[Data Boundary: Start]
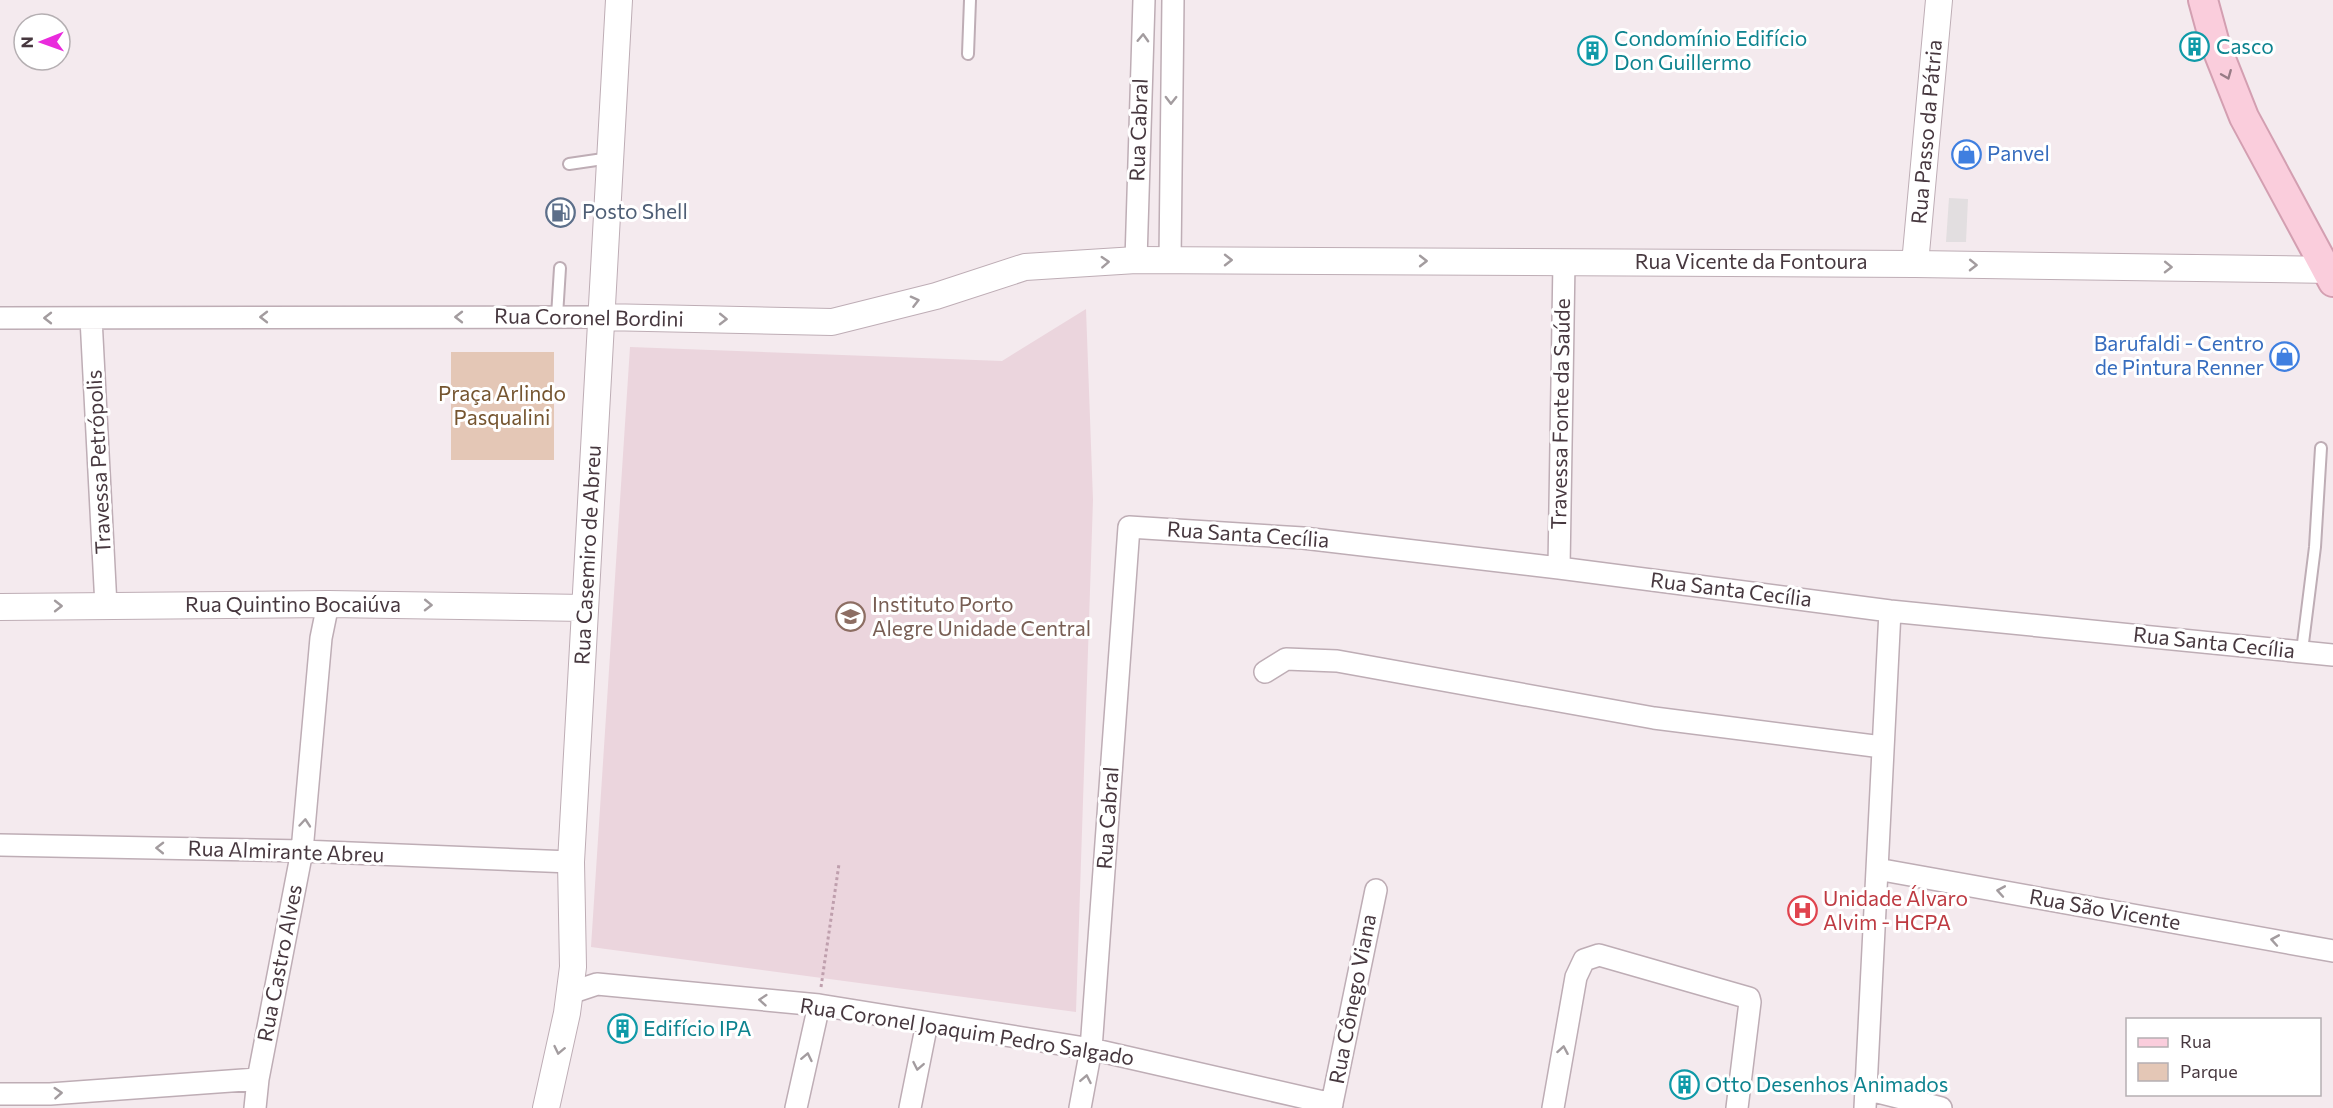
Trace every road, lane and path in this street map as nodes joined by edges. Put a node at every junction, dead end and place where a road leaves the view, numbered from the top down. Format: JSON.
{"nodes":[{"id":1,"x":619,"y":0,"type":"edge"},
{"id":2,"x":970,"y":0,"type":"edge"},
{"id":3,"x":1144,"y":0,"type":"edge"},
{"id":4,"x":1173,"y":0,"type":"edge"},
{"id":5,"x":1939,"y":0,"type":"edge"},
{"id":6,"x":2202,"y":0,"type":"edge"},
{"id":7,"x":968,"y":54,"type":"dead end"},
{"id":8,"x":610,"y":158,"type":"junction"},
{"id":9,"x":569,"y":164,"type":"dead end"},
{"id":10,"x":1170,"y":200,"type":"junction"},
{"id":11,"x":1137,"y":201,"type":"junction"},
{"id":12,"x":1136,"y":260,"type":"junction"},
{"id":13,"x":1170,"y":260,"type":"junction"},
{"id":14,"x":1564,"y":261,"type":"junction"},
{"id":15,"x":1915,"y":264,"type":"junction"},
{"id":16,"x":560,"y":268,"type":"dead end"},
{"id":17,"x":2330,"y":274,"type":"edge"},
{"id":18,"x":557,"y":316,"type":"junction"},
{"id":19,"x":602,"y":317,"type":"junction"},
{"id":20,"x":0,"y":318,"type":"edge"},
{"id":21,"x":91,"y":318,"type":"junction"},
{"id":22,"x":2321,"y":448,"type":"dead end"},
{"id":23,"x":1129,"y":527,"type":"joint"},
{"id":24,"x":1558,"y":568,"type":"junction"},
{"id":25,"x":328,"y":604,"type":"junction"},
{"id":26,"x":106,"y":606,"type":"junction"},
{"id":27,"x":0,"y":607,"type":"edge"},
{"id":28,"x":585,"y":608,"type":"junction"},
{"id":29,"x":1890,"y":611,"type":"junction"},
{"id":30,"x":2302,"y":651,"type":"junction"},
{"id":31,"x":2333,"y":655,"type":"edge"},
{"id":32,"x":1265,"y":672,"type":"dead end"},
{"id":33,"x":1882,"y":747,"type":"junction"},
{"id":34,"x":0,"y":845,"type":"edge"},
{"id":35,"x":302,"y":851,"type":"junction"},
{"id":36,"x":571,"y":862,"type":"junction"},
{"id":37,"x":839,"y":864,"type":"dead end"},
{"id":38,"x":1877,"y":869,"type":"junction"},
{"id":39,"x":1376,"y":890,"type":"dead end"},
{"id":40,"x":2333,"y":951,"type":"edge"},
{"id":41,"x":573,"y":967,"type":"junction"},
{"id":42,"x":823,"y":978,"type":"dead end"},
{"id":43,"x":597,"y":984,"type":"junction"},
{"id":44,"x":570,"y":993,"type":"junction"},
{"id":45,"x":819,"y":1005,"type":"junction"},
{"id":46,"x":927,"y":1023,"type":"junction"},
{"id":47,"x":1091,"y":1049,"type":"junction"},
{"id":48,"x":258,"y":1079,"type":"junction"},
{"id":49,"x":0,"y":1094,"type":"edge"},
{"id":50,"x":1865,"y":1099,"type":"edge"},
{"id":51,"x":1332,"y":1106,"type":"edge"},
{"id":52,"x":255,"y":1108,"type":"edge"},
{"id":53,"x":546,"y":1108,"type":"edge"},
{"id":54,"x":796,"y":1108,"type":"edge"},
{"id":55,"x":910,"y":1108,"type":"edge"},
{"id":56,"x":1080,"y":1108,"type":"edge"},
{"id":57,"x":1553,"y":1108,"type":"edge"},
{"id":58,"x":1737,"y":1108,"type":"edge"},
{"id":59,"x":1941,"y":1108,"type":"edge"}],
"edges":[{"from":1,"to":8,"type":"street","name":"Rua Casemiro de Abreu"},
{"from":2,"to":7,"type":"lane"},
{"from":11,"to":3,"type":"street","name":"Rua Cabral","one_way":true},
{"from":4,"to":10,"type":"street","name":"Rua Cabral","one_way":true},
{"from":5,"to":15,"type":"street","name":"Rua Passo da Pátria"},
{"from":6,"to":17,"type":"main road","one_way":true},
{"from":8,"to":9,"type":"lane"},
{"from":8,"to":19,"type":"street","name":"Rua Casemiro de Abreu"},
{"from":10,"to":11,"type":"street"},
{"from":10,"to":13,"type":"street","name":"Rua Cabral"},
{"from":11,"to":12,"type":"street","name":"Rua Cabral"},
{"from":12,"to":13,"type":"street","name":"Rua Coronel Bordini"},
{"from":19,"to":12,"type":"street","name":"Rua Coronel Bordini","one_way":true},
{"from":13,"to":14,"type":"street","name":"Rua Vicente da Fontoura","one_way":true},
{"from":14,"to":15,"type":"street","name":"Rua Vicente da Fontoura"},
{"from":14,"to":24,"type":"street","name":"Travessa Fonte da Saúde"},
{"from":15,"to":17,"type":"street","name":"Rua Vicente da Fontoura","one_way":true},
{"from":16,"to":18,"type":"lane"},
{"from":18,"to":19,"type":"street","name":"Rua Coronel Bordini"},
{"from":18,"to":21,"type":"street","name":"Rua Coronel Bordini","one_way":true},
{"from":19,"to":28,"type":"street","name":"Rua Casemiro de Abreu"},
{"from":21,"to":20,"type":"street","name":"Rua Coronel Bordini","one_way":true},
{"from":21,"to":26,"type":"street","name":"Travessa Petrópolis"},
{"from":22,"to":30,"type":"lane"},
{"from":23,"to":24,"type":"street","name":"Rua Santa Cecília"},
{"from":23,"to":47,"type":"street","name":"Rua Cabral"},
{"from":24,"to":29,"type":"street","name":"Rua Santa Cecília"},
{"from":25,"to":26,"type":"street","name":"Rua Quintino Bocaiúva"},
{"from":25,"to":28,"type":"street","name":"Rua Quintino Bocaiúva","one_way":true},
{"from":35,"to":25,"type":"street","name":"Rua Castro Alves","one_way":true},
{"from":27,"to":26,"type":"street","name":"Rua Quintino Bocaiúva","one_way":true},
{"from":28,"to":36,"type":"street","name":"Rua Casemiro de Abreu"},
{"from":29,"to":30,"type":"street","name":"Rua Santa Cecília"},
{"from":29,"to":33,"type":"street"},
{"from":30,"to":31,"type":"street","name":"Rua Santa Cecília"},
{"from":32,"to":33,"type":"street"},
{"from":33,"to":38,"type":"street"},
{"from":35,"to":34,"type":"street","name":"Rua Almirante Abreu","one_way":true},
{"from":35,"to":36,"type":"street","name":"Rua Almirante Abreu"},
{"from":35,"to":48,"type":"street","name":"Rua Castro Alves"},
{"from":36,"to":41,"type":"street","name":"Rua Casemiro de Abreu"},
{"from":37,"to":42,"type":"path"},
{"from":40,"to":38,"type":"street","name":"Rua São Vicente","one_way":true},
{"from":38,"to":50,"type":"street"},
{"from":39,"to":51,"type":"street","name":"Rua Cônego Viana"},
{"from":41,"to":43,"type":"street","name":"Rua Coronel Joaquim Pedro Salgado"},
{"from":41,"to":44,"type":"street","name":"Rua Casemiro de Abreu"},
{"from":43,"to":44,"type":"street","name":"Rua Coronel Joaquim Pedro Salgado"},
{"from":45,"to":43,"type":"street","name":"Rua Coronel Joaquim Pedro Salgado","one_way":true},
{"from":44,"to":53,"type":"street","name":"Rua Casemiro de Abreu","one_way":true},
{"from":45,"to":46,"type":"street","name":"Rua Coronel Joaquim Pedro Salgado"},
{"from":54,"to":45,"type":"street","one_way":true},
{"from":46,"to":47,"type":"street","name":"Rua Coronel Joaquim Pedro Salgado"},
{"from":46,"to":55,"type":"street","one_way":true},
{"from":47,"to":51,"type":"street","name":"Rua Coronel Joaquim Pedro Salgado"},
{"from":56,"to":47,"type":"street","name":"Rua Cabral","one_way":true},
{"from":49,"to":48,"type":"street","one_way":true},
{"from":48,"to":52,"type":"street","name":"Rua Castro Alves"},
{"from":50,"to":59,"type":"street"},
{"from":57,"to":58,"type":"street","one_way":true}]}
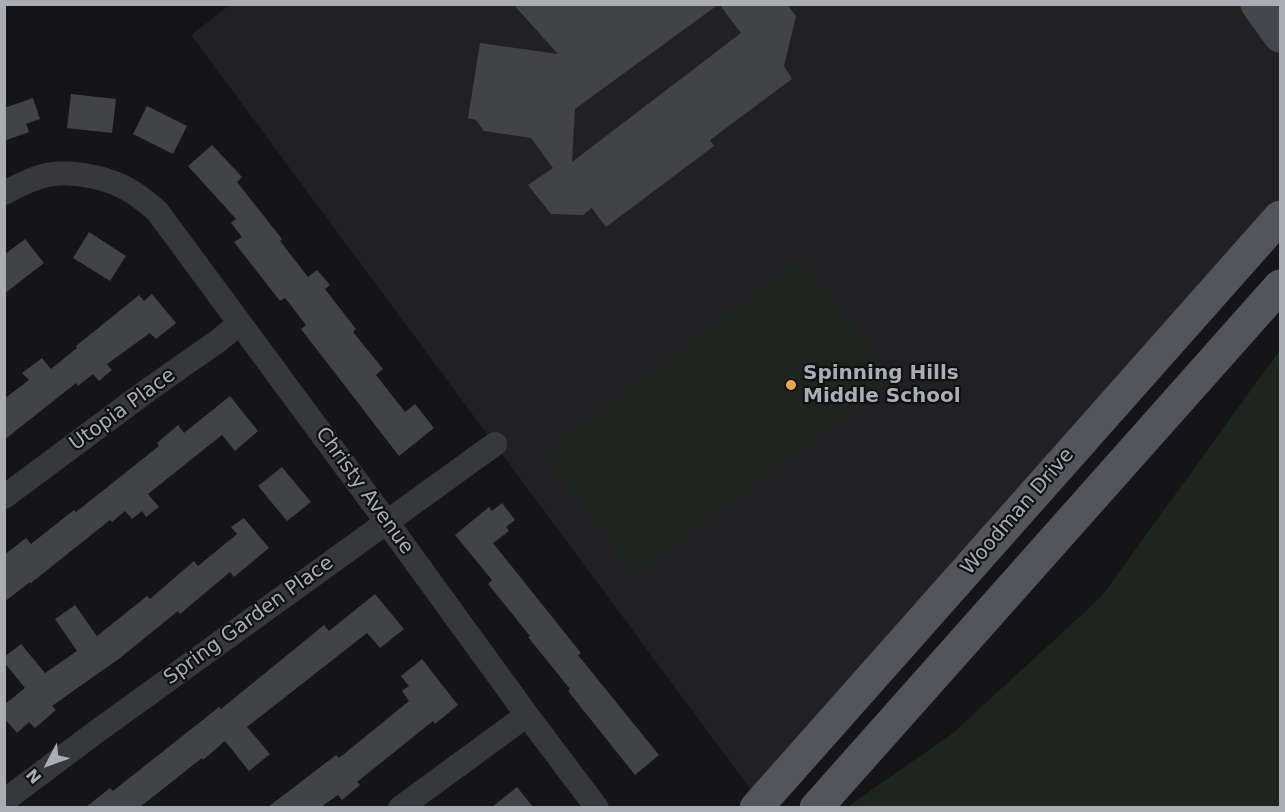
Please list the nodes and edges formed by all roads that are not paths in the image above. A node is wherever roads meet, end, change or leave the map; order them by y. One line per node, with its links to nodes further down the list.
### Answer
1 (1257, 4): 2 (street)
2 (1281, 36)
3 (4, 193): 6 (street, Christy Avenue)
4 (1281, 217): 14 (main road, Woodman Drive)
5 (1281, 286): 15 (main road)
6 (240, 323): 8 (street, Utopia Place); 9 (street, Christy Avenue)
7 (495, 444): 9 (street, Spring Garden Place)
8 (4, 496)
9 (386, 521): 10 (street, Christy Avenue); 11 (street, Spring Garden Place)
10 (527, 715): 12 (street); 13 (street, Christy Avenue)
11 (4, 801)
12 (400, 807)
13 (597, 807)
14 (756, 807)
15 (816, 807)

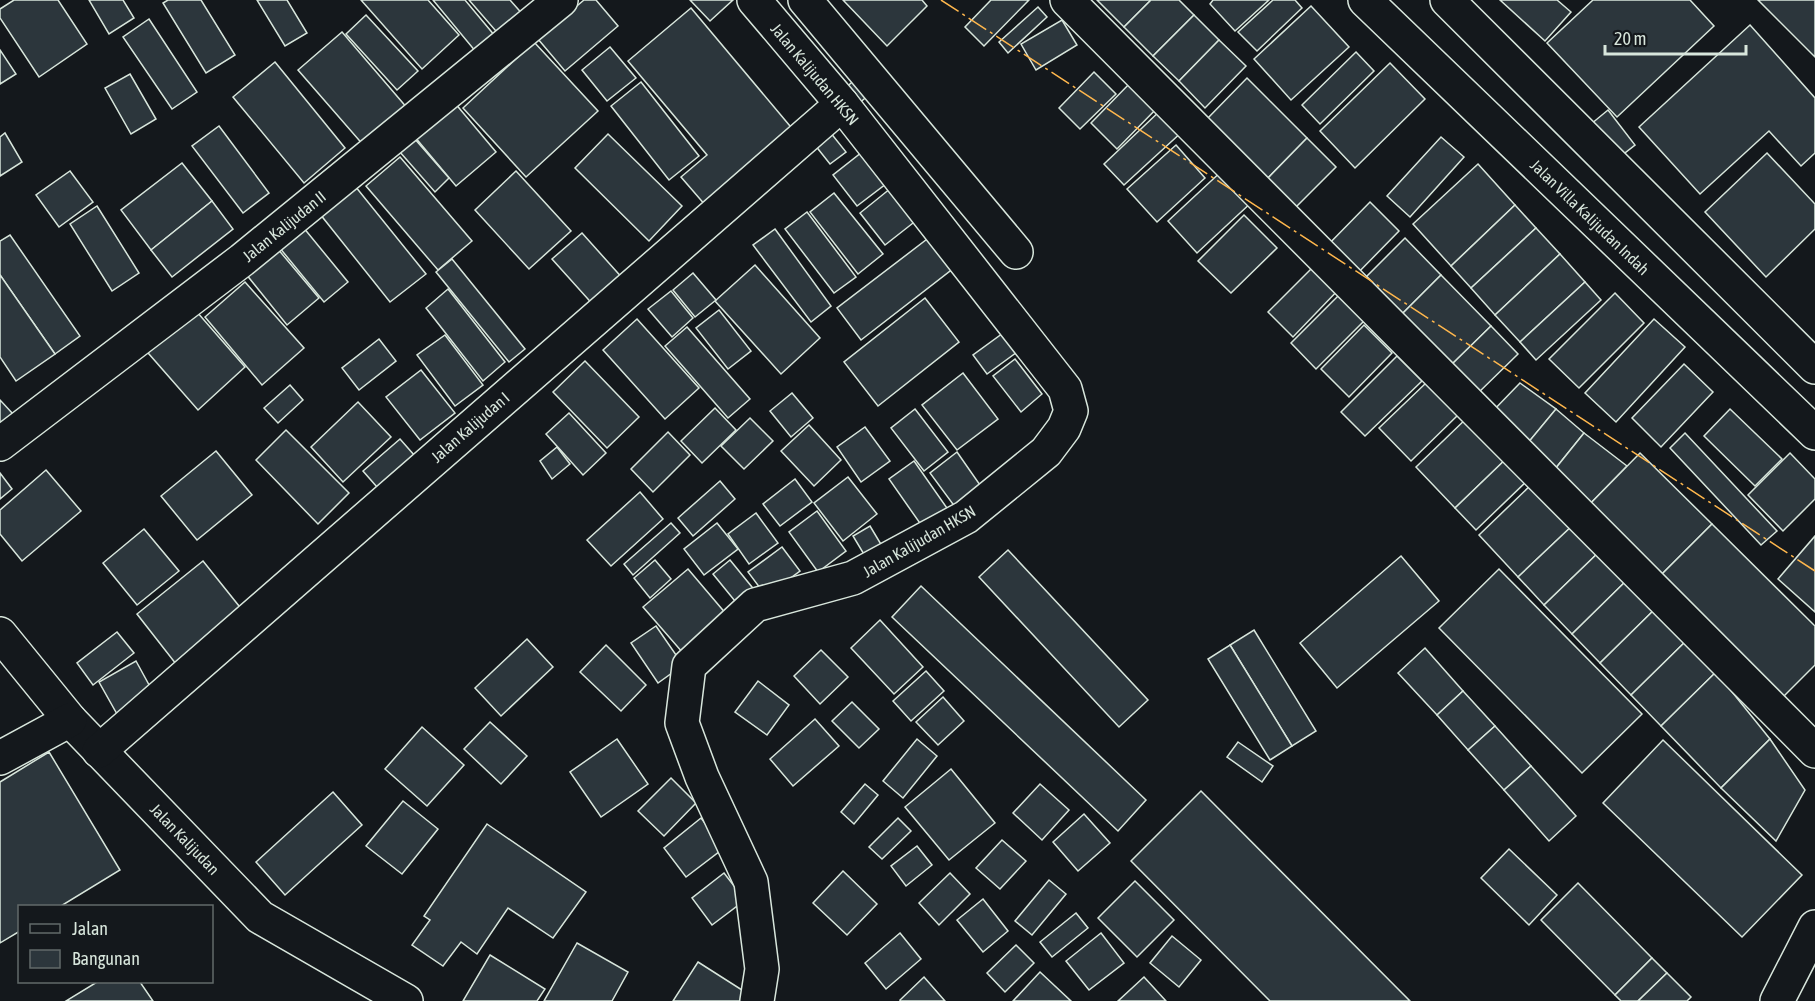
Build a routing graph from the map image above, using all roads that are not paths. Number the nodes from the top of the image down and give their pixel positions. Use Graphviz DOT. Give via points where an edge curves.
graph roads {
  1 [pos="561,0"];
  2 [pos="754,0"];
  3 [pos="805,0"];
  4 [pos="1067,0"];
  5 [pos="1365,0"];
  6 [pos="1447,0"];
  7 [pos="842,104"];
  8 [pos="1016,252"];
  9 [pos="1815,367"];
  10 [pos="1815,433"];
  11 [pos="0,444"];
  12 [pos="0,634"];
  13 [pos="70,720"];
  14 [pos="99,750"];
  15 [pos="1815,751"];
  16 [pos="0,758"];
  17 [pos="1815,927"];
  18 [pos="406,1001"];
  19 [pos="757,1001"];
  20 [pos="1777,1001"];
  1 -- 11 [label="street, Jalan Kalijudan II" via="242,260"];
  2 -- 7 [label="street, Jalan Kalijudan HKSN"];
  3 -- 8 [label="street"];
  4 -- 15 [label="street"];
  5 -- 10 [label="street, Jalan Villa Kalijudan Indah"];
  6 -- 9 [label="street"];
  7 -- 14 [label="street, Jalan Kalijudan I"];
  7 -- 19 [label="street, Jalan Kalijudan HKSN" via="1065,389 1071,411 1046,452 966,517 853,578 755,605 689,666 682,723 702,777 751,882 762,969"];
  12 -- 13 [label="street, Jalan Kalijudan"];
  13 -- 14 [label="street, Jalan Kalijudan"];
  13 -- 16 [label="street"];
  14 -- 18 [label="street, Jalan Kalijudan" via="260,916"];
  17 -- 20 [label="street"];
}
[Data Boundary: End]
Exercise: Return a copy of each line in the entries that contains "Vicente".

Written response:
{"from":13,"to":14,"type":"street","name":"Rua Vicente da Fontoura","one_way":true},
{"from":14,"to":15,"type":"street","name":"Rua Vicente da Fontoura"},
{"from":15,"to":17,"type":"street","name":"Rua Vicente da Fontoura","one_way":true},
{"from":40,"to":38,"type":"street","name":"Rua São Vicente","one_way":true},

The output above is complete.